Collected data:
+ + +
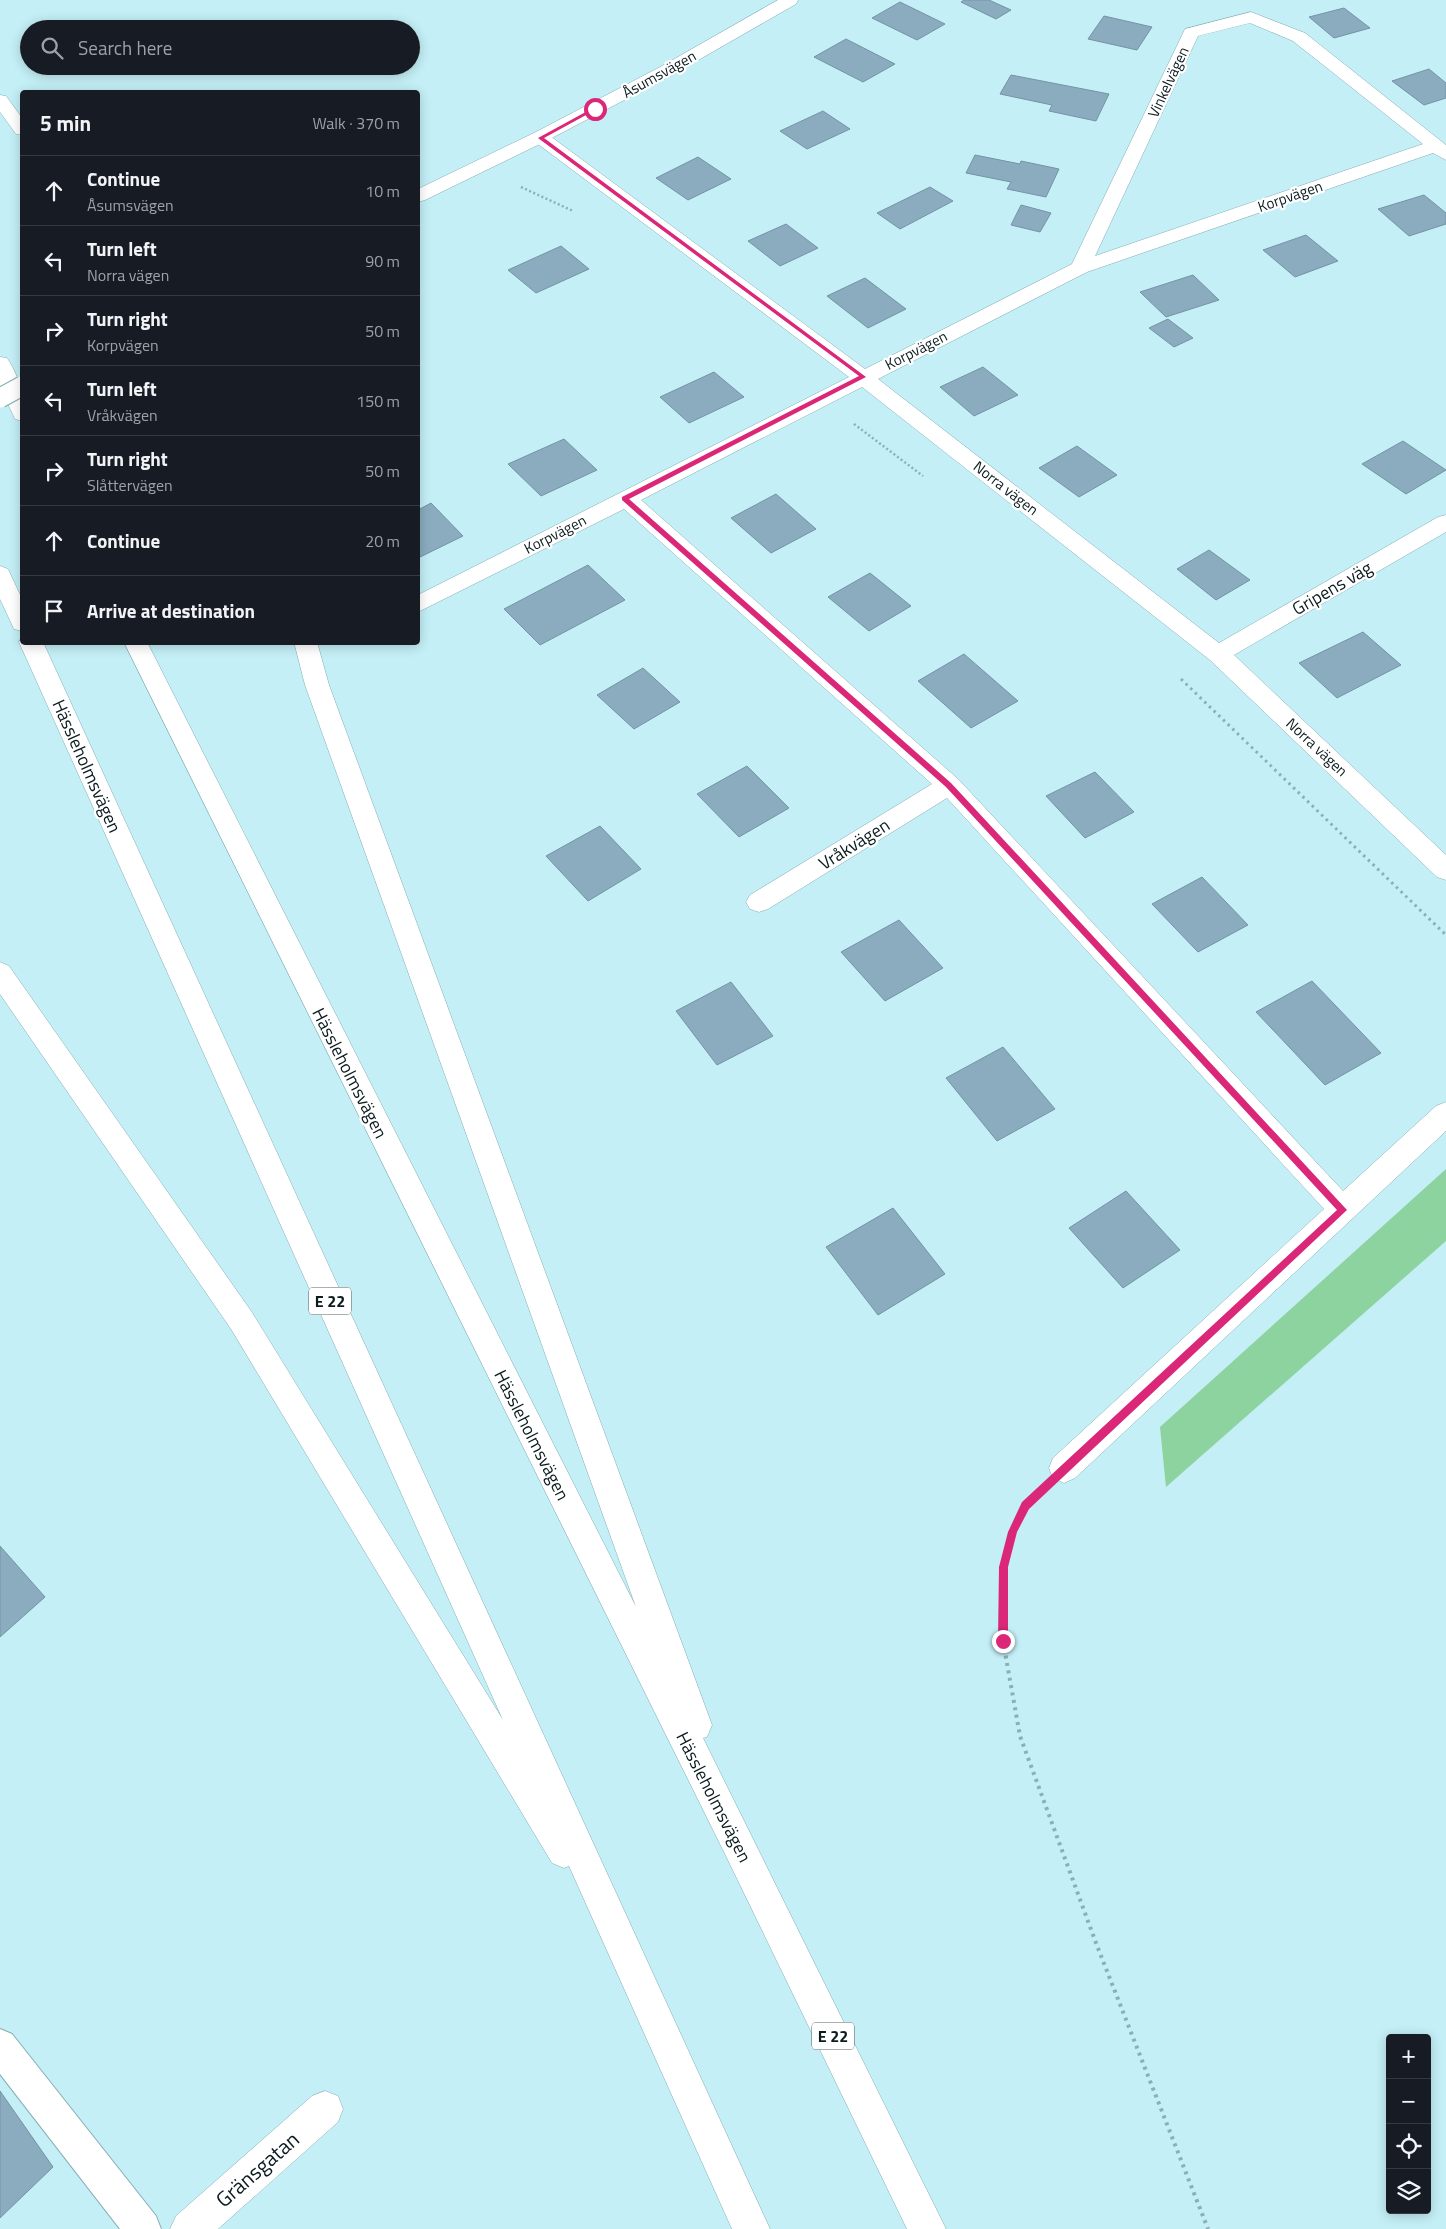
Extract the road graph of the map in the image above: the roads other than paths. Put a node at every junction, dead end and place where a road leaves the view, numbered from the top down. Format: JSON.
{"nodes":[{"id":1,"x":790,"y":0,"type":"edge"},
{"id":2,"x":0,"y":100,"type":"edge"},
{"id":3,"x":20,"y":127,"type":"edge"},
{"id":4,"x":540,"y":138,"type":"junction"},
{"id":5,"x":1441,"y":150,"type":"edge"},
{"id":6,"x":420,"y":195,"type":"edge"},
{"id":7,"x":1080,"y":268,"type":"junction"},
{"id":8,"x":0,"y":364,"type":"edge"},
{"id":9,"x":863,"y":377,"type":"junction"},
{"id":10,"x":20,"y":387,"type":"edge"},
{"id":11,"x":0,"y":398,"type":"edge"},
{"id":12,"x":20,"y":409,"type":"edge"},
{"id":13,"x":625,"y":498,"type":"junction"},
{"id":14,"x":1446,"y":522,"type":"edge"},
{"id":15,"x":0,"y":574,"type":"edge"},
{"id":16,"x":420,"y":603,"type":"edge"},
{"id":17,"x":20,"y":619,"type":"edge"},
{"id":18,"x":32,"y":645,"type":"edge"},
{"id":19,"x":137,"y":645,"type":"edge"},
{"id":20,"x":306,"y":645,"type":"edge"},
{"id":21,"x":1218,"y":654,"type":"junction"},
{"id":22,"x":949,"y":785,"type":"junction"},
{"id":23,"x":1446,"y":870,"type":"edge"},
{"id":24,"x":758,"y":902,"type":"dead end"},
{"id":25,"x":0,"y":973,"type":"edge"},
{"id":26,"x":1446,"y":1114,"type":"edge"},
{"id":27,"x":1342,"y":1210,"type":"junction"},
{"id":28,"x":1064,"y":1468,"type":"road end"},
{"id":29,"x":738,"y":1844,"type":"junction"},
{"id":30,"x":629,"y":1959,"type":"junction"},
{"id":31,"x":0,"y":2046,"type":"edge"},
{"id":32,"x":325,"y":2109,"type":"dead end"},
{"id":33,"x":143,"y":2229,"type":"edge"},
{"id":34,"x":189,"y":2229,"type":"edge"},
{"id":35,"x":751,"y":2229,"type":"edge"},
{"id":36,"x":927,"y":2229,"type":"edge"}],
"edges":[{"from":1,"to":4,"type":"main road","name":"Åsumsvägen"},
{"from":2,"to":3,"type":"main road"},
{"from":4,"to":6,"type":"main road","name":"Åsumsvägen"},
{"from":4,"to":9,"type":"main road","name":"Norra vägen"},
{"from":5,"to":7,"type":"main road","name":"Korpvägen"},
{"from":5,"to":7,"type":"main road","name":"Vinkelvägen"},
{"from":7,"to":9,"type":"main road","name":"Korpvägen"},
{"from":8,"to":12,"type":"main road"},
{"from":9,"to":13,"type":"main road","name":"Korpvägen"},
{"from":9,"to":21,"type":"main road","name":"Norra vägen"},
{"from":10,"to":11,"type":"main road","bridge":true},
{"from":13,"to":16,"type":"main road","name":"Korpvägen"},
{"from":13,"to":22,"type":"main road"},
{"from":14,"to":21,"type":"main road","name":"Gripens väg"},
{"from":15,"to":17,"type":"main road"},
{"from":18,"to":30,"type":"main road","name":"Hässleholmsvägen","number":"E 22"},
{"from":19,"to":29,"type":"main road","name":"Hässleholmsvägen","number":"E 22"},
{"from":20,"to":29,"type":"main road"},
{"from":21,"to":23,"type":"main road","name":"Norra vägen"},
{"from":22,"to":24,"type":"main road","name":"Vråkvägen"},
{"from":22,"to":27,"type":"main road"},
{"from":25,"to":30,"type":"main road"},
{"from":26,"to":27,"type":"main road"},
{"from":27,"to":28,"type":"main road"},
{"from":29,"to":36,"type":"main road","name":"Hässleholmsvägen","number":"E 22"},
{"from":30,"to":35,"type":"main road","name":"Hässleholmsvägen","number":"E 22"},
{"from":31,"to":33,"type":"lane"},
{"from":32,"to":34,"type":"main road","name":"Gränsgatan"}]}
+ + +
Exercise aim
How many lines above contain the word "Åsumsvägen"? Answer with the number alone.

Result of the exercise
2